[WHAT YOU HAVE TO DO] For every line in the listing below that contains the word "Чайковский", add one to the tally. State the final number and nothing else.
◆ ◆ ◆ ◆ ◆ ◆ ◆
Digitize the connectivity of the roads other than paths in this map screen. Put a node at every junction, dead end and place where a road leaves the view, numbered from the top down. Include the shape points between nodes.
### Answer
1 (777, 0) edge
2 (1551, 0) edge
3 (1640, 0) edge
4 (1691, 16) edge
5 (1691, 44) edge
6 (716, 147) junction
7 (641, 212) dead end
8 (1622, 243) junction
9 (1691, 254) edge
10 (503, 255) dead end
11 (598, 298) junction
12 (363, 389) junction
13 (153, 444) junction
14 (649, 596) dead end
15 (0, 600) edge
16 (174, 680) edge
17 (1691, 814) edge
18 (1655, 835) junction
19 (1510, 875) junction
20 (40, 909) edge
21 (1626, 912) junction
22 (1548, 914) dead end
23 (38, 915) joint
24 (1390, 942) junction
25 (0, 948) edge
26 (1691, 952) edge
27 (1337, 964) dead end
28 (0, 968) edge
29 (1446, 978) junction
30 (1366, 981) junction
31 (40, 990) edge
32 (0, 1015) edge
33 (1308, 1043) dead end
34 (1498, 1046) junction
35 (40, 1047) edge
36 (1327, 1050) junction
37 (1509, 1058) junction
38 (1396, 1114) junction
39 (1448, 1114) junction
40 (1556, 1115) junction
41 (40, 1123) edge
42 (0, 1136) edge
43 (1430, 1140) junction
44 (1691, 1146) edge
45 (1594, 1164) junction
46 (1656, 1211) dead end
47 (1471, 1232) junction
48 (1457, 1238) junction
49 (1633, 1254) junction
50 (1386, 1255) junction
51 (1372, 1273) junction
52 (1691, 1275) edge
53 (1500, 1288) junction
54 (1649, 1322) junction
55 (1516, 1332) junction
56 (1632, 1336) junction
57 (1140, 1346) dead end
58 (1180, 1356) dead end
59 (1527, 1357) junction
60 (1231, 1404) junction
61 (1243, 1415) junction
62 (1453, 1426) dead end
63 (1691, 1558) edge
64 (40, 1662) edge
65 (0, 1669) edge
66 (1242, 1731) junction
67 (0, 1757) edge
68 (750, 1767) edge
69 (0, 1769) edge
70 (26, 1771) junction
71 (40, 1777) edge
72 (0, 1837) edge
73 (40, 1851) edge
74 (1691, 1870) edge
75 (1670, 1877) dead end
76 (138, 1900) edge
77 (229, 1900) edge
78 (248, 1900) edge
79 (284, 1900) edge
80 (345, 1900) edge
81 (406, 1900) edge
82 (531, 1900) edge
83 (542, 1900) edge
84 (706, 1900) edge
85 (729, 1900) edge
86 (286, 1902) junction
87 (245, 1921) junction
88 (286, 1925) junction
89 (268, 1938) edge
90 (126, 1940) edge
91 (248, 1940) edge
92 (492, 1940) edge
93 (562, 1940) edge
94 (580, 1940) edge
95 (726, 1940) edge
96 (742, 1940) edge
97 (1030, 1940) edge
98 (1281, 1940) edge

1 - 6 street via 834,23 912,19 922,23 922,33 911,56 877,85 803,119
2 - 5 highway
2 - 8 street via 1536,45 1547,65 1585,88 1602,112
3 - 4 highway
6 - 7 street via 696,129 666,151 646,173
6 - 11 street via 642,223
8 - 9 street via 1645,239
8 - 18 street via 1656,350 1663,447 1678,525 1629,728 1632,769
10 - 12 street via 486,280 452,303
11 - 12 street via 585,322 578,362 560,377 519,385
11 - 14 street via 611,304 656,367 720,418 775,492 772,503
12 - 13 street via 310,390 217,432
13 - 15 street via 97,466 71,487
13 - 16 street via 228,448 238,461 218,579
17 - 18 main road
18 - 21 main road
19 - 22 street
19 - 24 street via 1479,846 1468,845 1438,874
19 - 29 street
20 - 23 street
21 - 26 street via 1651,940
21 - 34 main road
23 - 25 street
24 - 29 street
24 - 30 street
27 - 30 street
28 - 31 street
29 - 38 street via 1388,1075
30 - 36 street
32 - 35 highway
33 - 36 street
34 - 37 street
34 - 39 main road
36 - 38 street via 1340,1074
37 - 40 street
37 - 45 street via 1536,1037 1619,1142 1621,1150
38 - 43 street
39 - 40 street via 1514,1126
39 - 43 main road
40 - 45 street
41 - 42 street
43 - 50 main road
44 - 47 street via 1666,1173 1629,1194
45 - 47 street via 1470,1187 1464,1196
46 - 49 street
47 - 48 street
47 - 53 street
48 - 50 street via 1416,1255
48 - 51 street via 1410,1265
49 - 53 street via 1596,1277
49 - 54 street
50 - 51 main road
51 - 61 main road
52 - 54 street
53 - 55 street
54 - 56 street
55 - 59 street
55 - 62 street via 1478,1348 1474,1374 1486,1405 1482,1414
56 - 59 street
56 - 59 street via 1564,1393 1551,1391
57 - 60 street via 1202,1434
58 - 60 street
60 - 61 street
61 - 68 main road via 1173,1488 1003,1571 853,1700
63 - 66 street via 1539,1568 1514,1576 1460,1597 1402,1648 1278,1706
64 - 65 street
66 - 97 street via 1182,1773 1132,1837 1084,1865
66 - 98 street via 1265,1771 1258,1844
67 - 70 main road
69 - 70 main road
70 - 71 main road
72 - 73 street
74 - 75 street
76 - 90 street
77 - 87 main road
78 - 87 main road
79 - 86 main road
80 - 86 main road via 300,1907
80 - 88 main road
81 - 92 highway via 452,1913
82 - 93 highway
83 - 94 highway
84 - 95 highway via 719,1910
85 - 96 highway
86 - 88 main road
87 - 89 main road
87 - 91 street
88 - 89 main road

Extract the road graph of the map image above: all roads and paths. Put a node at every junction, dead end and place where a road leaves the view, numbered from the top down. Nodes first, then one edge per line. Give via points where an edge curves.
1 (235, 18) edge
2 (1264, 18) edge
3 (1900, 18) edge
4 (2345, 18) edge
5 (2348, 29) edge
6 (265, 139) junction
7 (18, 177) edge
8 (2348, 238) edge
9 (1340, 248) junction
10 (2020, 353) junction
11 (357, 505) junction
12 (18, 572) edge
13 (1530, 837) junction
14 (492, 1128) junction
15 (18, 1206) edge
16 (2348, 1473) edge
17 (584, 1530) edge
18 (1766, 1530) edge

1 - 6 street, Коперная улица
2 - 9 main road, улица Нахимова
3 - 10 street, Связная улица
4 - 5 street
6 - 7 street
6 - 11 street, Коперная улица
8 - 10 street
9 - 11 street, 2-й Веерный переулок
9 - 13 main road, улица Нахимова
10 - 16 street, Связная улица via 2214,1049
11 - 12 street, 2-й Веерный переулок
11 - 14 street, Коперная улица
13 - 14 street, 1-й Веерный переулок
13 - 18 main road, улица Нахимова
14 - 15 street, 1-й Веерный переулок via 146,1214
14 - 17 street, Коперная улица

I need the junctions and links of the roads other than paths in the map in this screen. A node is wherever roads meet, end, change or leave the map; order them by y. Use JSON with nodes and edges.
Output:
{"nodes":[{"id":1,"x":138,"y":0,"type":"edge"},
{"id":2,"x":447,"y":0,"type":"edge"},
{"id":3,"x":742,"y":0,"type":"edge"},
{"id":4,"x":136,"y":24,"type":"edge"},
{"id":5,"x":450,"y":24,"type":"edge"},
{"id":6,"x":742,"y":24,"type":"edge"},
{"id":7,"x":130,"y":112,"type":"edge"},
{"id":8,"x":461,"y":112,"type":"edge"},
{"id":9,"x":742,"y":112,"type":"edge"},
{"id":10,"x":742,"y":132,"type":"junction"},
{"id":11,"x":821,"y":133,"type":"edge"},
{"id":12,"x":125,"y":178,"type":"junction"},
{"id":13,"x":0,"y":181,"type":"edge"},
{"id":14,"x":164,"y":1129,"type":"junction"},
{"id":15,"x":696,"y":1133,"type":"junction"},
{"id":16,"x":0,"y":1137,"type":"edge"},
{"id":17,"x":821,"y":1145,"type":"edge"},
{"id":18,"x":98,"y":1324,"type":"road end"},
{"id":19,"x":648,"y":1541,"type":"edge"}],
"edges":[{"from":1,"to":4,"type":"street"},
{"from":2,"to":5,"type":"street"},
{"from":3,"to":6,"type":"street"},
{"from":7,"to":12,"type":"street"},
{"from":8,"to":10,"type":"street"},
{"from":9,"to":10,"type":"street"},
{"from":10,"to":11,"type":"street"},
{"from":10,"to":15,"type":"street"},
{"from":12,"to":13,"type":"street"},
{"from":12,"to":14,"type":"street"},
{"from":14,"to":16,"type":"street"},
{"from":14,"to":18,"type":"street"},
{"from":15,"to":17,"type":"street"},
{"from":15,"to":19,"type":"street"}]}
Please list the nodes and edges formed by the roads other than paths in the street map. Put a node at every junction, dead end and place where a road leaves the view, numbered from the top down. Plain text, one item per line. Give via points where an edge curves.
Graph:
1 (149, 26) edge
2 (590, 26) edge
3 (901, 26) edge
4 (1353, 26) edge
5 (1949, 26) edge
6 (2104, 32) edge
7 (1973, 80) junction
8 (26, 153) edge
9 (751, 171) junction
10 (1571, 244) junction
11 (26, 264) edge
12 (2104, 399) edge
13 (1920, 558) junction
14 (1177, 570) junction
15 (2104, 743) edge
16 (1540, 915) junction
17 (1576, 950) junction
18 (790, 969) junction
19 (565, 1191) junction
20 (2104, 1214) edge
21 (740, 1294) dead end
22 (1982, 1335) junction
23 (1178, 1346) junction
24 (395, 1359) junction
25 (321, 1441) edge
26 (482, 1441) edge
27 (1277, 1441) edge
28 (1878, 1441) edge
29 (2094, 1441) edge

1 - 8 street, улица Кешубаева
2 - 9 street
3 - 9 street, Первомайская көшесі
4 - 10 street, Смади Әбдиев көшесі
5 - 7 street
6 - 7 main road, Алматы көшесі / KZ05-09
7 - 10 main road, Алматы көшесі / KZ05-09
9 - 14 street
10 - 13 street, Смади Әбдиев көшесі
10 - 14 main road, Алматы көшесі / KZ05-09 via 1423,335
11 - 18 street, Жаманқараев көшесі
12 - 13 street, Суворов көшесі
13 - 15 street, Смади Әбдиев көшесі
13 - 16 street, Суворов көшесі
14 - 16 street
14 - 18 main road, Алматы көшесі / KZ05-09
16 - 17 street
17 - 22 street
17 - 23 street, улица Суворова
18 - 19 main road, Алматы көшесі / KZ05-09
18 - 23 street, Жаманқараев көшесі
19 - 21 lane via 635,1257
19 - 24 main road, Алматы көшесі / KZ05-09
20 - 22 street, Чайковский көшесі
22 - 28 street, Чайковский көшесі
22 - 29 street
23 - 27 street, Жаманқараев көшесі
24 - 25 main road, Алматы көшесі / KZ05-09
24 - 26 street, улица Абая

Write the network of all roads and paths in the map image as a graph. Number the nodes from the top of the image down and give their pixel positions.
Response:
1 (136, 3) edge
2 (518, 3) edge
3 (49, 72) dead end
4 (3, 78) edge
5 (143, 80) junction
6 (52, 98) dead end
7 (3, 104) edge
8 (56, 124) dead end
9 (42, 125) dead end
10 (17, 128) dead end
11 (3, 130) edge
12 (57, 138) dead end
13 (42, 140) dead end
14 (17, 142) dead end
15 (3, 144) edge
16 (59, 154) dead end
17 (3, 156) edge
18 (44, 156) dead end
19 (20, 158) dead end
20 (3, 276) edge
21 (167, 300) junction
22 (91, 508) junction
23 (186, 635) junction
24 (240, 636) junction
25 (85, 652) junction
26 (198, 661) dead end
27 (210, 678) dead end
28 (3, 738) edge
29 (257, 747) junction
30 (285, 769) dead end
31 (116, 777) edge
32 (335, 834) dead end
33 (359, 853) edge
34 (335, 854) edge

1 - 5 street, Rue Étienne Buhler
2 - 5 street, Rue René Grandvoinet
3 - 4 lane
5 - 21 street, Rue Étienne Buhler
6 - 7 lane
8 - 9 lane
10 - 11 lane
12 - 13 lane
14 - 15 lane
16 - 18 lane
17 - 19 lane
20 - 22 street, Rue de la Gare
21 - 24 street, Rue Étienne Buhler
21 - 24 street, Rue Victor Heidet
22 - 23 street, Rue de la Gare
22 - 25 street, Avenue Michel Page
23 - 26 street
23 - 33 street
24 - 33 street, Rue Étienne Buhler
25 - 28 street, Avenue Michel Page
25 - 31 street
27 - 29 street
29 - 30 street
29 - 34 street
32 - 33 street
◆ ◆ ◆ ◆ ◆ ◆ ◆
[REPLY] 2